“Little House on the Prairie” Opposes Grassley-Dorgan Pay Limits Amendment
Tom and DeVonna Zeug have a lot in common with the famous Charles Ingalls family who, in the late 19th century, settled on a farm just seven miles away from what is today the Zeug family’s fifth generation farm.
“Believe it or not, John Zeug, who first settled here with his wife Anna in 1877, actually played fiddle with Pa Ingalls, who all of us remember Michael Landon playing on ‘Little House on the Prairie’,” DeVonna said.
DeVonna and her husband raise their four children, Mitch, Marie, Matthew and Myles, in their farmstead home that once served as a make-shift Catholic church where Mass was said once a month when the priest could make it to town. “We go to Mass in town now, but Tom’s dad still remembers going to church in our living room!”
“The Ingalls were a farm family of six, just struggling to make ends meet, with no control over the weather and the markets. Sounds familiar!” DeVonna said. “We obviously have a lot better technology and equipment now, and thank goodness we have a farm bill that helps us get through some of the tough times. But we still have the same unpredictable weather and markets – and a lot, lot bigger bills to pay on top of it.”
Tom and DeVonna Zeug are anything but the fabled land barons written about in the big city newspapers. The Zeugs farm with Tom’s parents, Donald and Alice, and Tom’s brother, Paul, who has a wife, daughter and another baby on the way. Joe, Tom’s other brother, also helps out on the farm, though he works full time in town.

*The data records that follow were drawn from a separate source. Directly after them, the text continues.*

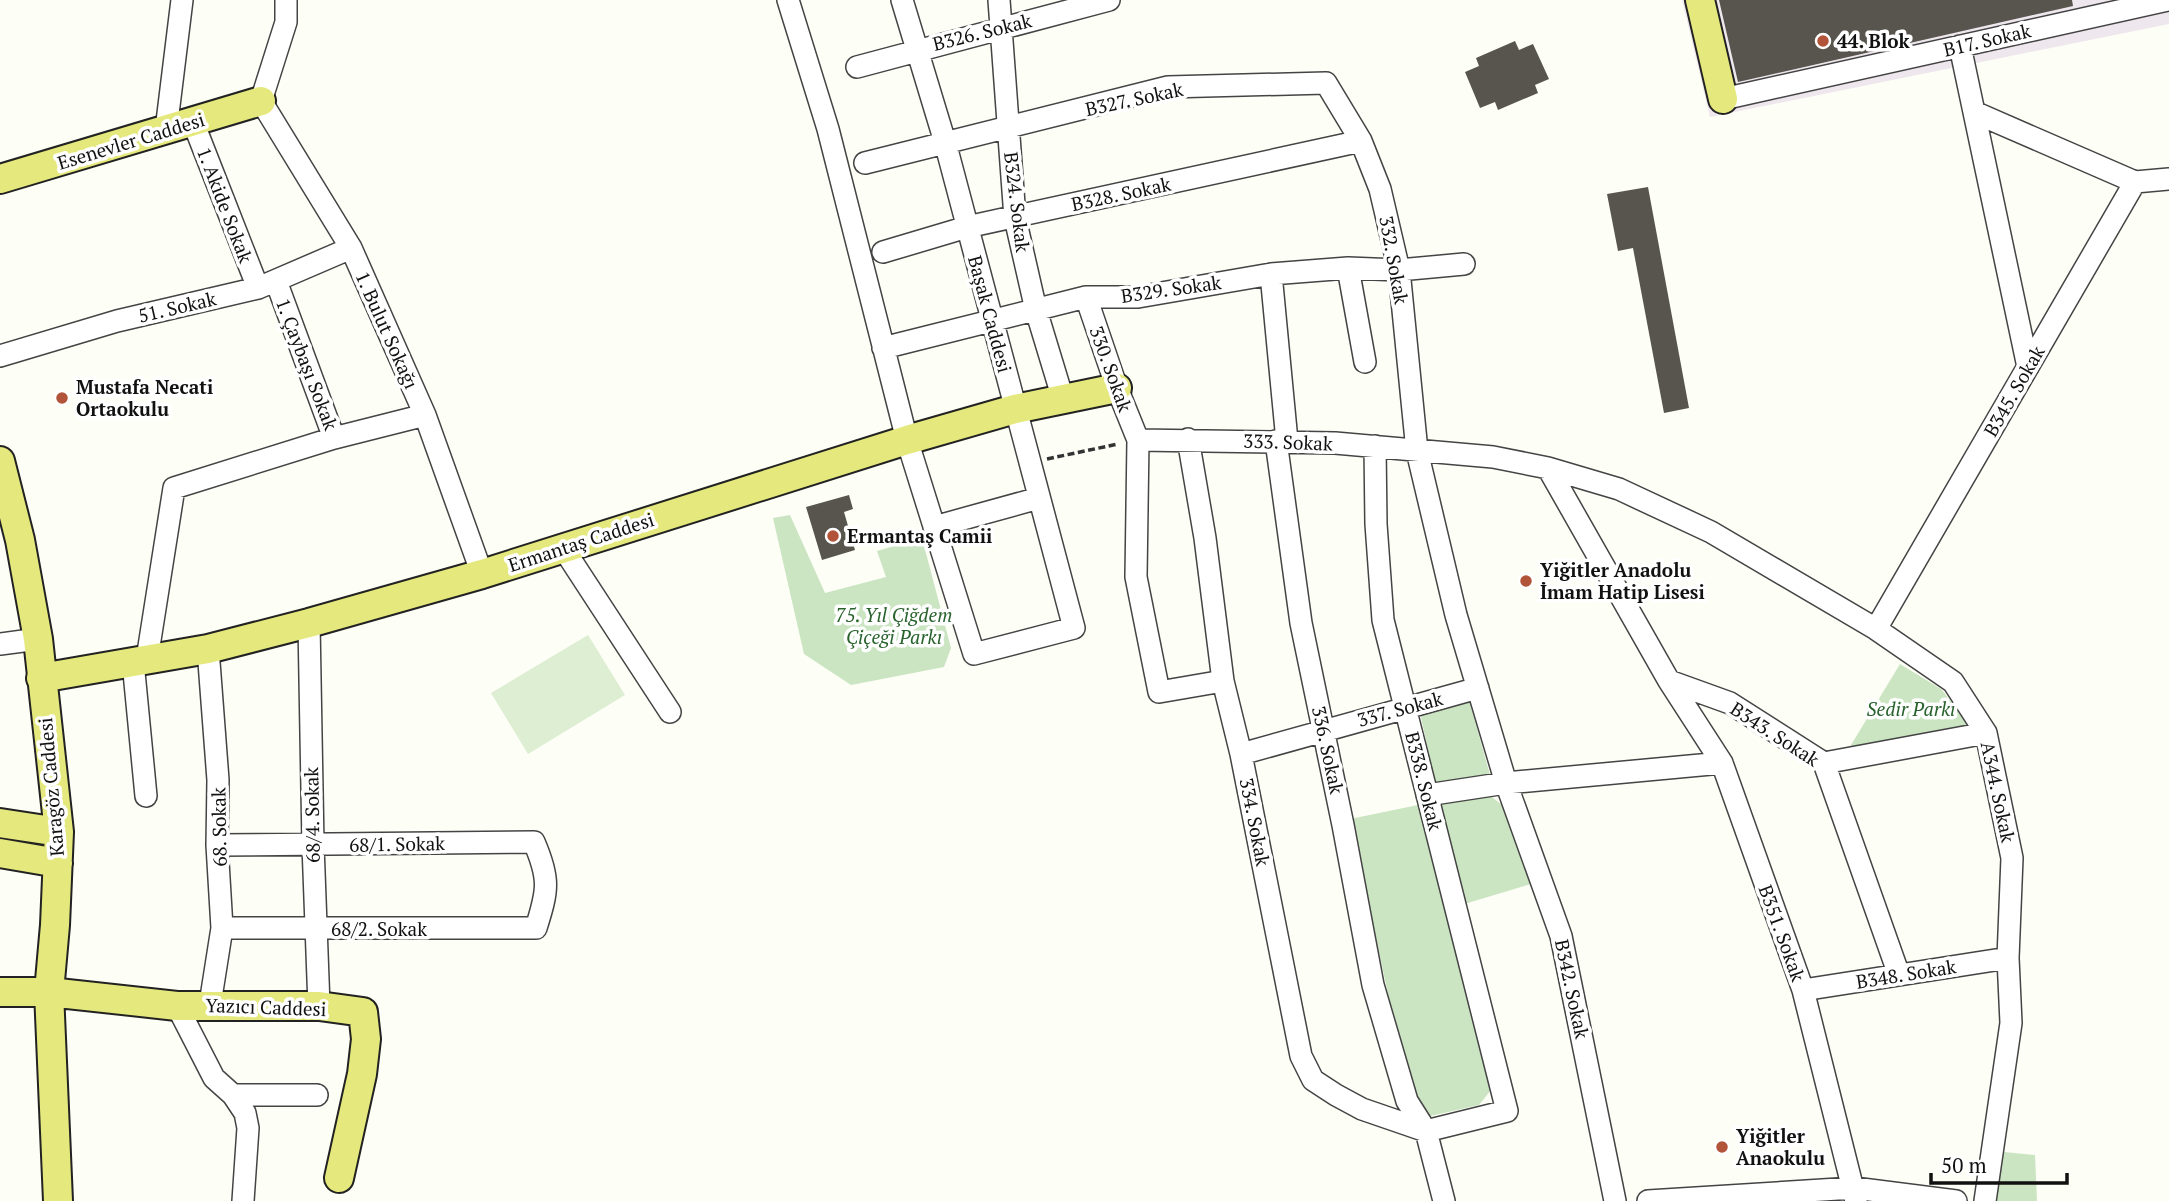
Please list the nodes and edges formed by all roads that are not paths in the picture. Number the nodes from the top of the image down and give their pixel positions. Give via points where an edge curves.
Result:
1 (182, 0) edge
2 (286, 0) edge
3 (788, 0) edge
4 (902, 0) edge
5 (999, 0) edge
6 (1109, 0) edge
7 (1700, 0) edge
8 (2168, 0) edge
9 (1001, 27) junction
10 (1960, 46) junction
11 (918, 49) junction
12 (857, 67) dead end
13 (1326, 83) joint
14 (1723, 99) joint
15 (261, 101) junction
16 (1974, 112) junction
17 (193, 122) junction
18 (1009, 128) junction
19 (166, 131) junction
20 (1361, 141) junction
21 (945, 142) junction
22 (865, 163) dead end
23 (0, 179) edge
24 (2169, 179) edge
25 (2136, 181) junction
26 (1015, 218) junction
27 (967, 227) junction
28 (351, 248) junction
29 (883, 252) dead end
30 (1464, 264) dead end
31 (1348, 268) junction
32 (1399, 270) junction
33 (1271, 274) junction
34 (267, 284) junction
35 (1086, 297) junction
36 (1036, 310) junction
37 (991, 320) junction
38 (883, 348) junction
39 (0, 356) edge
40 (1365, 362) dead end
41 (2028, 367) junction
42 (1116, 388) junction
43 (1063, 398) junction
44 (1015, 409) junction
45 (425, 415) junction
46 (334, 438) junction
47 (1188, 439) junction
48 (907, 440) junction
49 (1138, 440) junction
50 (1282, 441) junction
51 (1375, 446) junction
52 (1417, 451) junction
53 (0, 461) edge
54 (1548, 468) junction
55 (1039, 498) junction
56 (934, 527) junction
57 (10, 542) edge
58 (563, 548) junction
59 (482, 574) junction
60 (309, 622) junction
61 (1876, 629) junction
62 (38, 639) junction
63 (0, 643) edge
64 (208, 649) junction
65 (140, 661) junction
66 (41, 678) junction
67 (1223, 681) junction
68 (1669, 681) junction
69 (1478, 688) junction
70 (1406, 708) junction
71 (670, 712) dead end
72 (1324, 730) junction
73 (1986, 733) junction
74 (1241, 754) junction
75 (1722, 763) junction
76 (1824, 763) junction
77 (1506, 783) junction
78 (146, 796) dead end
79 (1427, 796) junction
80 (0, 823) edge
81 (59, 832) junction
82 (218, 845) junction
83 (313, 845) junction
84 (0, 853) edge
85 (58, 863) junction
86 (222, 928) junction
87 (536, 928) joint
88 (316, 929) junction
89 (2008, 958) junction
90 (1899, 975) junction
91 (1803, 990) junction
92 (0, 992) edge
93 (49, 992) junction
94 (211, 1004) junction
95 (177, 1006) junction
96 (319, 1006) junction
97 (233, 1095) junction
98 (317, 1095) dead end
99 (1426, 1131) junction
100 (339, 1178) dead end
101 (1855, 1194) edge
102 (58, 1201) edge
103 (243, 1201) edge
104 (1444, 1201) edge
105 (1615, 1201) edge
106 (1648, 1201) edge
107 (1956, 1201) edge
108 (1985, 1201) edge

1 - 19 street
2 - 15 street via 286,22
3 - 38 street via 828,129
4 - 11 street, Başak Caddesi
5 - 9 street, B324. Sokak
6 - 9 street, B326. Sokak
7 - 14 main road
8 - 10 street, B17. Sokak
9 - 11 street, B326. Sokak
9 - 18 street, B324. Sokak
10 - 14 street, B17. Sokak
10 - 16 street
11 - 12 street, B326. Sokak
11 - 21 street, Başak Caddesi
13 - 18 street, B327. Sokak via 1168,87
13 - 20 street, 332. Sokak
15 - 17 main road, Esenevler Caddesi
15 - 28 street, 1. Bulut Sokağı
16 - 25 street
16 - 41 street
17 - 19 main road, Esenevler Caddesi
17 - 34 street, 1. Akide Sokak
18 - 21 street, B327. Sokak
18 - 26 street, B324. Sokak
19 - 23 main road, Esenevler Caddesi
20 - 26 street, B328. Sokak
20 - 32 street, 332. Sokak via 1380,189
21 - 22 street, B327. Sokak
21 - 27 street, Başak Caddesi
24 - 25 street
25 - 41 street, B345. Sokak
26 - 27 street, B328. Sokak
26 - 36 street, B324. Sokak
27 - 29 street, B328. Sokak
27 - 37 street, Başak Caddesi
28 - 34 street, 51. Sokak
28 - 45 street, 1. Bulut Sokağı
30 - 32 street, B329. Sokak
31 - 32 street, B329. Sokak
31 - 33 street, B329. Sokak
31 - 40 street
32 - 52 street, 332. Sokak
33 - 35 street, B329. Sokak via 1138,297
33 - 50 street, 336. Sokak
34 - 39 street, 51. Sokak
34 - 46 street, 1. Çaybaşı Sokak
35 - 36 street, B329. Sokak
35 - 42 street, 330. Sokak
36 - 37 street, B329. Sokak
36 - 43 street, B324. Sokak
37 - 38 street, B329. Sokak
37 - 44 street, Başak Caddesi
38 - 48 street
41 - 61 street, B345. Sokak
42 - 43 main road, Ermantaş Caddesi
42 - 49 street, 330. Sokak
43 - 44 main road, Ermantaş Caddesi
44 - 48 main road, Ermantaş Caddesi
44 - 55 street, Başak Caddesi
45 - 46 street, 1. Çaybaşı Sokak
45 - 59 street, 1. Bulut Sokağı
46 - 65 street via 174,488
47 - 49 street, 333. Sokak
47 - 50 street, 333. Sokak
47 - 67 street, 334. Sokak
48 - 56 street
48 - 58 main road, Ermantaş Caddesi
49 - 67 street via 1136,577 1159,692
50 - 51 street, 333. Sokak
50 - 72 street, 336. Sokak via 1301,624
51 - 52 street, 333. Sokak
51 - 70 street, B338. Sokak via 1384,620
52 - 54 street, 333. Sokak via 1493,457
52 - 69 street, B342. Sokak
53 - 57 main road, Karagöz Caddesi
54 - 61 street, A344. Sokak via 1619,489 1710,532
54 - 68 street
55 - 56 street
55 - 56 street, Başak Caddesi via 1074,628 974,654
57 - 62 main road, Karagöz Caddesi
58 - 59 main road, Ermantaş Caddesi
58 - 71 street
59 - 60 main road, Ermantaş Caddesi
60 - 64 main road, Ermantaş Caddesi
60 - 83 street, 68/4. Sokak
61 - 73 street, A344. Sokak via 1953,682
62 - 63 street
62 - 66 main road, Karagöz Caddesi
64 - 65 main road, Ermantaş Caddesi
64 - 82 street, 68. Sokak
65 - 66 main road, Ermantaş Caddesi
65 - 78 street
66 - 81 main road, Karagöz Caddesi
67 - 74 street, 334. Sokak
68 - 75 street, B351. Sokak
68 - 76 street, B343. Sokak via 1730,703
69 - 70 street, 337. Sokak
69 - 77 street, B342. Sokak
70 - 72 street, 337. Sokak
70 - 79 street, B338. Sokak
72 - 74 street, 337. Sokak
72 - 99 street, 336. Sokak via 1373,985 1407,1101
73 - 76 street
73 - 89 street, A344. Sokak via 2012,858
74 - 99 street, 334. Sokak via 1301,1056 1313,1080 1336,1096
75 - 77 street
75 - 91 street, B351. Sokak
76 - 90 street, B343. Sokak
77 - 79 street
77 - 105 street, B342. Sokak via 1561,936
79 - 99 street, B338. Sokak via 1507,1111
80 - 81 main road
81 - 85 main road, Karagöz Caddesi
82 - 83 street, 68/1. Sokak
82 - 86 street, 68. Sokak
83 - 87 street, 68/1. Sokak via 534,842 545,866 546,894
83 - 88 street, 68/4. Sokak
84 - 85 main road
85 - 93 main road, Karagöz Caddesi
86 - 88 street, 68/2. Sokak
86 - 94 street, 68. Sokak
87 - 88 street, 68/2. Sokak
88 - 96 street, 68/4. Sokak
89 - 90 street, B348. Sokak
89 - 108 street, A344. Sokak via 2011,1023
90 - 91 street, B348. Sokak
91 - 101 street, B351. Sokak
92 - 93 main road, Yazıcı Caddesi
93 - 95 main road, Yazıcı Caddesi
93 - 102 main road, Karagöz Caddesi
94 - 95 main road, Yazıcı Caddesi
94 - 96 main road, Yazıcı Caddesi
95 - 97 street via 215,1078
96 - 100 main road, Yazıcı Caddesi via 363,1012 362,1074
97 - 98 street
97 - 103 street via 246,1113 248,1128
99 - 104 street, 336. Sokak
101 - 106 street
101 - 107 street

“By working together, we preserve our fifth-generation family farm, which is extremely important to us, but we also do it to try and hold down costs,” DeVonna said. “You won’t believe this, but Tom is actually talking to local restaurants right now about using their kitchen grease to make some of our own diesel, with prices where they are today.”
When they’re not running the family business, Tom and DeVonna also have their eyes on Washington, D.C. And they are worried about the possibility of harmful payment limitation amendments being offered during the Senate debate on the 2007 farm bill.
“Tom and I have to laugh out loud whenever we hear on TV or read in the newspaper about how farm families like us are ‘big factory farms,’ ‘agribusinesses’ or ‘landed gentry’ because you would think we all walk around in top hats and tails here in Walnut Grove,” DeVonna said. “I think that’s just an attempt to drive a wedge between us and the public.”
“But what is really disappointing is when we hear about pay limit proposals in Congress that are supposed to take out that rich guy who lives in Manhattan or Los Angeles – but instead is aimed directly at us,” DeVonna continued.
“I’d say the average farm family can easily borrow a half million dollars these days just to plant and harvest a crop and to pay our equipment bills – and that does not include land rent or loans,” she explained. “All I ask is that Senators consider the reality we face every day in the field and take that into account when they vote on the farm bill.”
“The bottom line is that the values that we all watched on ‘Little House on the Prairie’ are still alive and well around Walnut Grove today,” concluded DeVonna. “It just costs a heck of lot more to farm here, that’s all. While I think the Ag Committee made some needed pay limit reforms, Tom and I really worry that the amendments being talked about now would hurt a lot of real farm families.”